Although there have been several initiatives for ensuring the quality of health information on the Internet (upstream filtering) [5, 32–36], these have relied on voluntary codes of conduct [5, 32], are in development [33–35] or charge for accreditation [36]. Accountability and content are well covered, but less attention is paid to readability aside from a general comment that language complexity should be appropriate to the target audience [32]. Evidence-based information that is difficult to read can also be potentially misleading.
An alternative is the use of ‘web gateways’ where users are directed to sites that have been evaluated by authoritative panels. These include Organizing Medical Network Information and Healthfinder [37, 38]. However, the proliferation of websites makes it difficult for gateways to keep up-to-date [12].

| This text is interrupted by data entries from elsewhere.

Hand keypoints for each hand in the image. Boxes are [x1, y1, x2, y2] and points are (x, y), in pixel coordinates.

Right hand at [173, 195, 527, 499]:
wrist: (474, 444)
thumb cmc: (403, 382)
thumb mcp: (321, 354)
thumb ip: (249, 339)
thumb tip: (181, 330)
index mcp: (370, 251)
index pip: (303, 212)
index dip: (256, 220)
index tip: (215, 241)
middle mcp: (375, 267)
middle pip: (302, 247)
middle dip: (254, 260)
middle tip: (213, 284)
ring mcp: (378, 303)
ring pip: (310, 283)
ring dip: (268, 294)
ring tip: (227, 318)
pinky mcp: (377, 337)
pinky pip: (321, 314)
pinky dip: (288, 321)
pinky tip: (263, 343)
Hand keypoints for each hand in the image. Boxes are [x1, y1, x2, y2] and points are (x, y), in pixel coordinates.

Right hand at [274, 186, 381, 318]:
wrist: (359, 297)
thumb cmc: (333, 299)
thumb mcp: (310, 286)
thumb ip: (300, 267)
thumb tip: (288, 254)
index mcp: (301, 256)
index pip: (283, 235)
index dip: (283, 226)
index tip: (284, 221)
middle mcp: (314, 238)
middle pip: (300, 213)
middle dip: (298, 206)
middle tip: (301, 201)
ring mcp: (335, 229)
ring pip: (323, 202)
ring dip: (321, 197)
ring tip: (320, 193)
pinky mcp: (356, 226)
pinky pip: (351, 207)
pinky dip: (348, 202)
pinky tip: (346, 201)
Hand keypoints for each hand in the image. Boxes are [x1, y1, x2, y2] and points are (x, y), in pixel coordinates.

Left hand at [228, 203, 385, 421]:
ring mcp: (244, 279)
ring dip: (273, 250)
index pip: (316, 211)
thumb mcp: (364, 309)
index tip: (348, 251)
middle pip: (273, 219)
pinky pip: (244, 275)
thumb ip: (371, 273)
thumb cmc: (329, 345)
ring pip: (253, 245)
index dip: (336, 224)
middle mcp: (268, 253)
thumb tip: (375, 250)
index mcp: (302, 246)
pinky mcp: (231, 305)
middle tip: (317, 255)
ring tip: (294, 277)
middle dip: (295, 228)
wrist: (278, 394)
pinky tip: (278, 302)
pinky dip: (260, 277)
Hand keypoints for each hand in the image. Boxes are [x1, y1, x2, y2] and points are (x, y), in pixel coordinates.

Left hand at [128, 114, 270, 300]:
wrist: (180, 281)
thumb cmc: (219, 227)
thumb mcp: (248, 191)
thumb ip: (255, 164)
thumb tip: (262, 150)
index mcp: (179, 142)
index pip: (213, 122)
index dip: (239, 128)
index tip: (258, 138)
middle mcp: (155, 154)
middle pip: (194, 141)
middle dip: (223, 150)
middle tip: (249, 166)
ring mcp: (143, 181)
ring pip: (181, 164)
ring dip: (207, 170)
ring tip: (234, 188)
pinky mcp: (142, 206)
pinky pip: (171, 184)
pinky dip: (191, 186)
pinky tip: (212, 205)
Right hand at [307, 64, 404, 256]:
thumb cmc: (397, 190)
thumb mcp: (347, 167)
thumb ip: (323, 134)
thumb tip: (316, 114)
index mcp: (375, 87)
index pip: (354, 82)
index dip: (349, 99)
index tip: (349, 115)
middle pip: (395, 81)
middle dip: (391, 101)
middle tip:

While the effects of these initiatives are awaited, the dissemination of criteria to help Internet users select information on their own (manual downstream filtering) may remain the most reliable method [39]. Questionnaires, such as DISCERN, and IQ Tool have been developed to help patients and their families assess the reliability of information about treatment choices [16, 17]. Both help users to systematically evaluate websites through a scoring system. However, they are generic instruments and have not been specifically designed to assess the scientific quality or accuracy of the evidence presented for specific conditions. A recent study has reported an association between clinical practice guidelines and DISCERN scores, and it is possible that this instrument may also have a role in measuring the quality of content [8].
The pro forma presented in this work could be adapted for use by health care professionals for any condition for which there has been an evidence-based review. The results could then be discussed with patients to help them determine which websites to trust and complement instruments such as DISCERN. Areas for future research would be the involvement of patients and carers in the evaluation of websites using instruments such as DISCERN [8].